:: RECORDS FOR THIS EXERCISE ::

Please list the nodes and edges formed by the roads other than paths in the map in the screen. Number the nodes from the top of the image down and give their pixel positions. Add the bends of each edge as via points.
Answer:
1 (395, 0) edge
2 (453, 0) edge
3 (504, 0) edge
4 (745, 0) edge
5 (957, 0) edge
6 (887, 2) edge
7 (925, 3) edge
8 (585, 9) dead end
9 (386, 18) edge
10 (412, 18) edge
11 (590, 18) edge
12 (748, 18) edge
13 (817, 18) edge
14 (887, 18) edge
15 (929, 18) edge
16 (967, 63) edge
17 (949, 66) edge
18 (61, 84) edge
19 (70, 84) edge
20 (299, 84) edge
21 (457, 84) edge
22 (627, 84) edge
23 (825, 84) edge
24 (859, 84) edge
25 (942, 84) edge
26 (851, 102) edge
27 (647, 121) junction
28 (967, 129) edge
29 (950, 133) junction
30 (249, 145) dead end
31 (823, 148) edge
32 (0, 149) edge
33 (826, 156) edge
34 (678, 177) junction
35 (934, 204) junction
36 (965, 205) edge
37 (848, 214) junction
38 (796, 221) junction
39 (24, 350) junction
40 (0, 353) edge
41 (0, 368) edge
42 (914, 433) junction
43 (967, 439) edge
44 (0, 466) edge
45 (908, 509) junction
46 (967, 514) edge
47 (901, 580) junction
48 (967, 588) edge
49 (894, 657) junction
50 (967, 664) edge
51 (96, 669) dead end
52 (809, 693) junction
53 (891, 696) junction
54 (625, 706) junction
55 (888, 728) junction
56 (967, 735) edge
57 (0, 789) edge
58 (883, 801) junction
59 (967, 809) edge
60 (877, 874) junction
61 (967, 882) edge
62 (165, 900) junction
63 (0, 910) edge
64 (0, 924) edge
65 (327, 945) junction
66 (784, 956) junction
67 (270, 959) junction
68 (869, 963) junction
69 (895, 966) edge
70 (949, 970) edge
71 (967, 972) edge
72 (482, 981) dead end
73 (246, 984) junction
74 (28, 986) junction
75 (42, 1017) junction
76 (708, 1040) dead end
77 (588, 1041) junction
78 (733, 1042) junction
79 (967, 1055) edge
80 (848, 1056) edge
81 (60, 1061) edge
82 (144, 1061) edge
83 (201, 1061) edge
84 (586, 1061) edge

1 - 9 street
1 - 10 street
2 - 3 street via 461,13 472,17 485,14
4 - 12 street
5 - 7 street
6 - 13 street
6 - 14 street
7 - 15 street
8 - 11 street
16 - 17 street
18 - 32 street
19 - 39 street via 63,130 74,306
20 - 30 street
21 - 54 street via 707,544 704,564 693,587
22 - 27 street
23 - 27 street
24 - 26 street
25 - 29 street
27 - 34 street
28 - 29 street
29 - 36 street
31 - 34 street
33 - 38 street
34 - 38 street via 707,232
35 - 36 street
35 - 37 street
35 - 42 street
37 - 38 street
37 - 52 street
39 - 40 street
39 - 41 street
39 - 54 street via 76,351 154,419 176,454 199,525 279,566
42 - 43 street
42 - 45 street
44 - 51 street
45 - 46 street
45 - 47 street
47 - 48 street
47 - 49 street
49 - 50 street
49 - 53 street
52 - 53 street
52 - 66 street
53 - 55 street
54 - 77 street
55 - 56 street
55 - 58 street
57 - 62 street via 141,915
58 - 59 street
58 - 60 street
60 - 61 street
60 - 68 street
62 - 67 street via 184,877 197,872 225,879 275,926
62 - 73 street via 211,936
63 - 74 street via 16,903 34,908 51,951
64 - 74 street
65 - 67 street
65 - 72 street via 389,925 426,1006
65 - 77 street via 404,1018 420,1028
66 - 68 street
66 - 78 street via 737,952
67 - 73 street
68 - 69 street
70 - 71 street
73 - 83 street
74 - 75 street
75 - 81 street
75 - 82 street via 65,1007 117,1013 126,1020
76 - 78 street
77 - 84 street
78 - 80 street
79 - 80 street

:::

WHAT THE EXERCISE ASKS
Filter the entries above and return only the lines holding "dead".

ANSWER FOR THE TASK
8 (585, 9) dead end
30 (249, 145) dead end
51 (96, 669) dead end
72 (482, 981) dead end
76 (708, 1040) dead end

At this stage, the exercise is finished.